Siswa Penghayat Kepercayaan Sering Dirundung, Film dan Televisi Ikut Berperan

Published:

Perundungan terhadap penganut penghayat kepercayaan di sekolah terus saja terjadi. Mirisnya, media massa seperti film dan televisi ikut memicu perundungan itu tetap berlangsung. Perundungan juga bisa terjadi di semua jenjang pendidikan. Pelakunya dari teman-temannya, bahkan gurunya.

Ini yang dialami oleh seorang siswa bernama Widi dan Amel, seorang siswa penghayat kepercayaan. Widi dirundung saat dia SD maupun setelah dia SMP. Saat di SD, satu kali ikatan rambut Widi jatuh. Melihat itu gurunya berkata: “Makanya harus pakai kerudung, biar rapi, biar cantik.” Widi kembali dirundung saat di sekolahnya akan mengadakan pesantren kilat. Dia bertanya ke gurunya, apakah dia harus tetap masuk atau tidak? Awalnya sih gurunya memberi kebebasan. Tapi kemudian guru itu menyarankan Widi untuk masuk Islam saja. “Kalau lebih seru mah pindah saja agama ke Islam,” ucap sang guru.

Widi kembali dirundung saat di SMP. Ada seorang anak yang manggil dirinya dengan nama bapaknya, dan meminta Widi untuk shalat. Perundungan juga dialami oleh kakak Widi, Amel. Amel dirundung dari mulai saat dia SD sampai SMK. Pelakunya juga sama, sesama siswa dan guru-gurunya. Bentuknya dengan sindiran karena gak pakai jilbab, bahkan sebutan kafir. Seorang temannya bilang, Amel banyak dosanya, karena gak pakai kerudung.

Tak hanya perundungan, Amel bahkan sempat mendapat diskriminasi. Amel dipersulit mendapat nilai akademik, khususnya mata pelajaran agama. Gara-gara itu, peringkat Amel sampai melorot dari peringkat 2 menjadi 32. Gara-garanya, guru agamanya memberi dia nilai kosong. Padahal Amel sudah setor nilai yang dia peroleh dari penyuluh agamanya.

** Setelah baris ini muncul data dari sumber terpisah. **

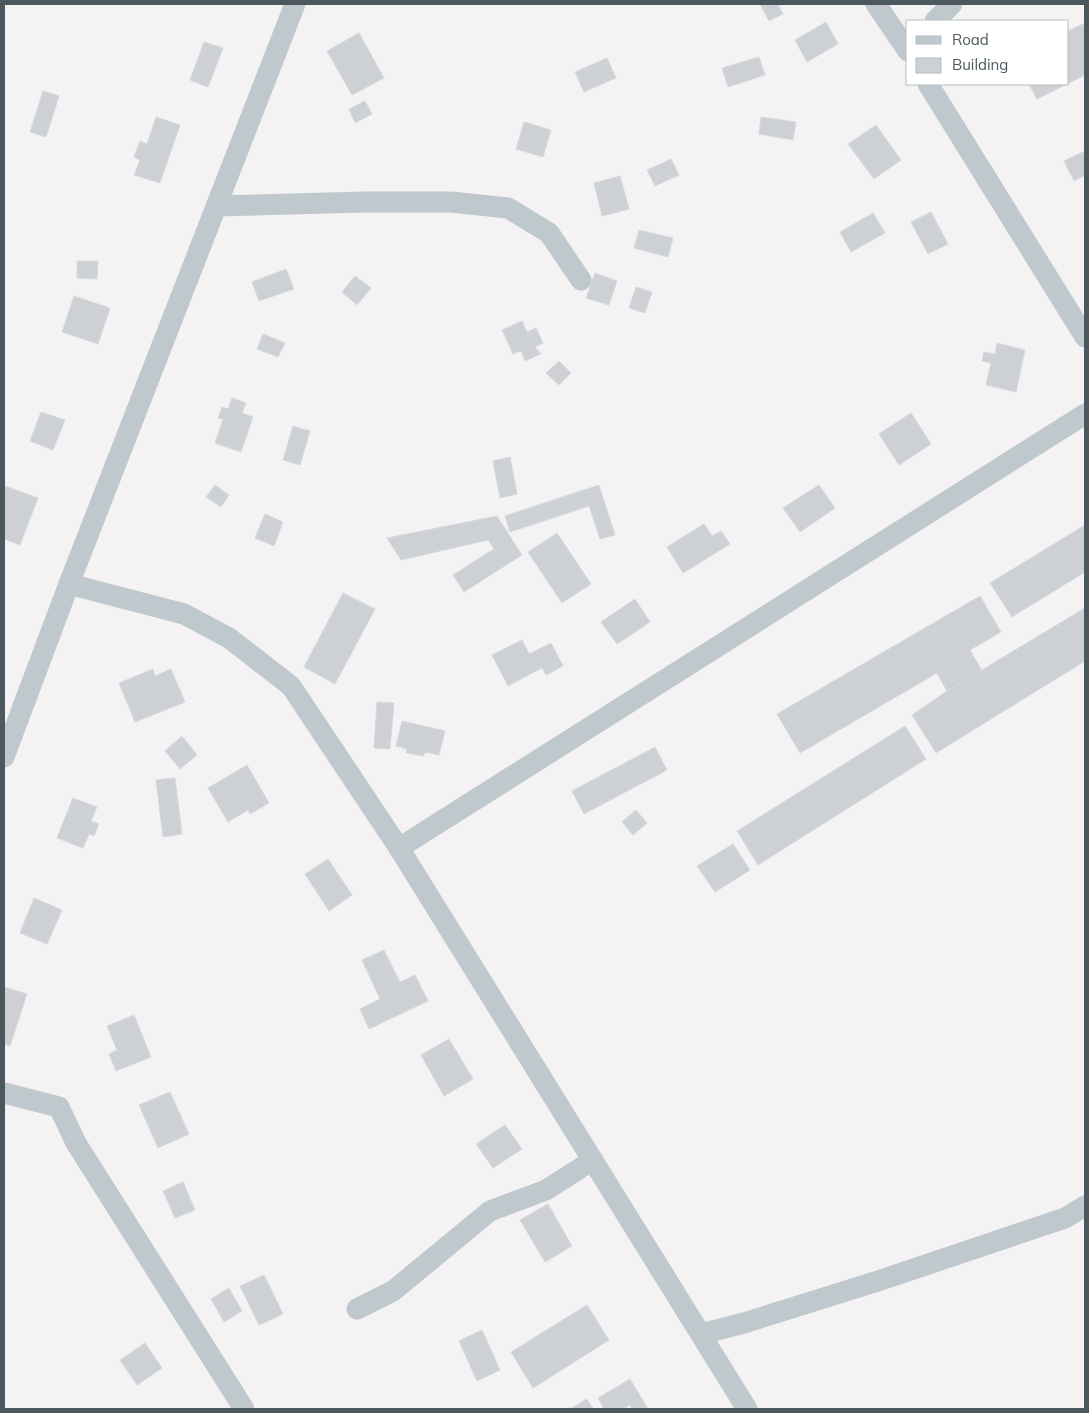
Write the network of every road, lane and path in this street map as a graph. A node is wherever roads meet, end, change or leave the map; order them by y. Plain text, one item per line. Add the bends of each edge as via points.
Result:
1 (295, 4) edge
2 (876, 4) edge
3 (952, 4) edge
4 (936, 20) edge
5 (906, 48) edge
6 (929, 85) edge
7 (216, 206) junction
8 (581, 280) dead end
9 (1085, 338) edge
10 (1085, 414) edge
11 (69, 584) junction
12 (4, 757) edge
13 (400, 848) junction
14 (4, 1093) edge
15 (593, 1160) junction
16 (1085, 1206) edge
17 (357, 1309) dead end
18 (701, 1334) junction
19 (244, 1409) edge
20 (748, 1409) edge

1 - 7 street
2 - 5 street
3 - 4 street
6 - 9 street
7 - 8 street via 451,202 508,208 549,234
7 - 11 street
10 - 13 street
11 - 12 street
11 - 13 street via 184,614 229,638 291,686
13 - 15 street
14 - 19 street via 58,1107 76,1143
15 - 17 street via 546,1190 490,1211 393,1292
15 - 18 street
16 - 18 street via 1065,1218 878,1281
18 - 20 street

Keputusan Mahkamah Agung yang telah menyatakan penghayat kepercayaan wajib mendapatkan hak sosial dan hak politik belum dilaksanakan banyak pihak. Mirisnya, bahkan masih dilakukan oleh instansi-instansi pemerintah itu sendiri. Menurut riset yang dilakukan Rela Susanti, peneliti Universitas Katolik Parahyangan Bandung, 80-90 persen penghayat kepercayaan masih mendapat perundungan. Dengan tingkat perundungan berbeda-beda, dari yang ringan sampai berat. Bentuknya, berupa pengucilan, sindiran, hingga kekerasan fisik. Yang paling rentan, terjadi di jenjang pendidikan SD dan SMP.

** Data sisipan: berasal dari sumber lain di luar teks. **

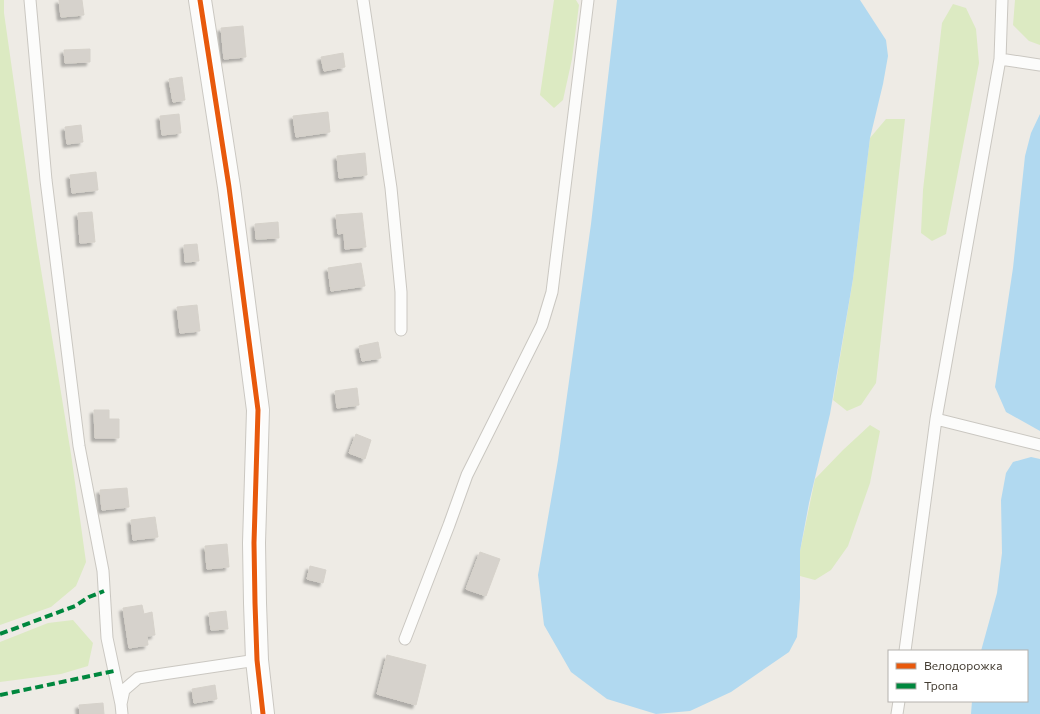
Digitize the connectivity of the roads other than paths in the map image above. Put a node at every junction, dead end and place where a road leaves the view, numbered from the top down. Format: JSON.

Menurut Rela, minimnya pemahaman keberagaman di sekolah yang disertai stigma musyrik, syirik, dan klenik terhadap penghayat kepercayaan menjadi pemicu perundungan. Stigma itu, kata Rela, digiring oleh media informasi, seperti film atau sinetron. Mereka menggambarkan sosok dukun atau tokoh jahat memakai baju tradisional, iket, dan bakar kemenyan. “Ketika melihat seseorang yang bakar kemenyan, menyajikan sesajian, memakai baju tradisional, akan di-judge ‘oh ini orang yang jahat di film’,” ucap Rela.

Faktor lainnya, belum adanya tindakan serius terhadap para pelaku perundungan. Ini disampaikan oleh Koordinator Jaringan Pemantau Pendidikan Indonesia (JPPI), Ubaid Matraji. Menurut risetnya, guru yang pernah menjadi pelaku perundungan, tidak pernah ditindaklanjuti. “Guru pelaku perundungan, tidak pernah ditindak lanjuti atau diberi pembinaan,” ucap Ubaid.

Perundungan tidak boleh terjadi kepada siapapun dan dengan alasan apapun. Karena itu, negara harus turun tangan, menindak lanjuti semua kasus perundungan yang terjadi. Termasuk di sekolah. Stop perundungan!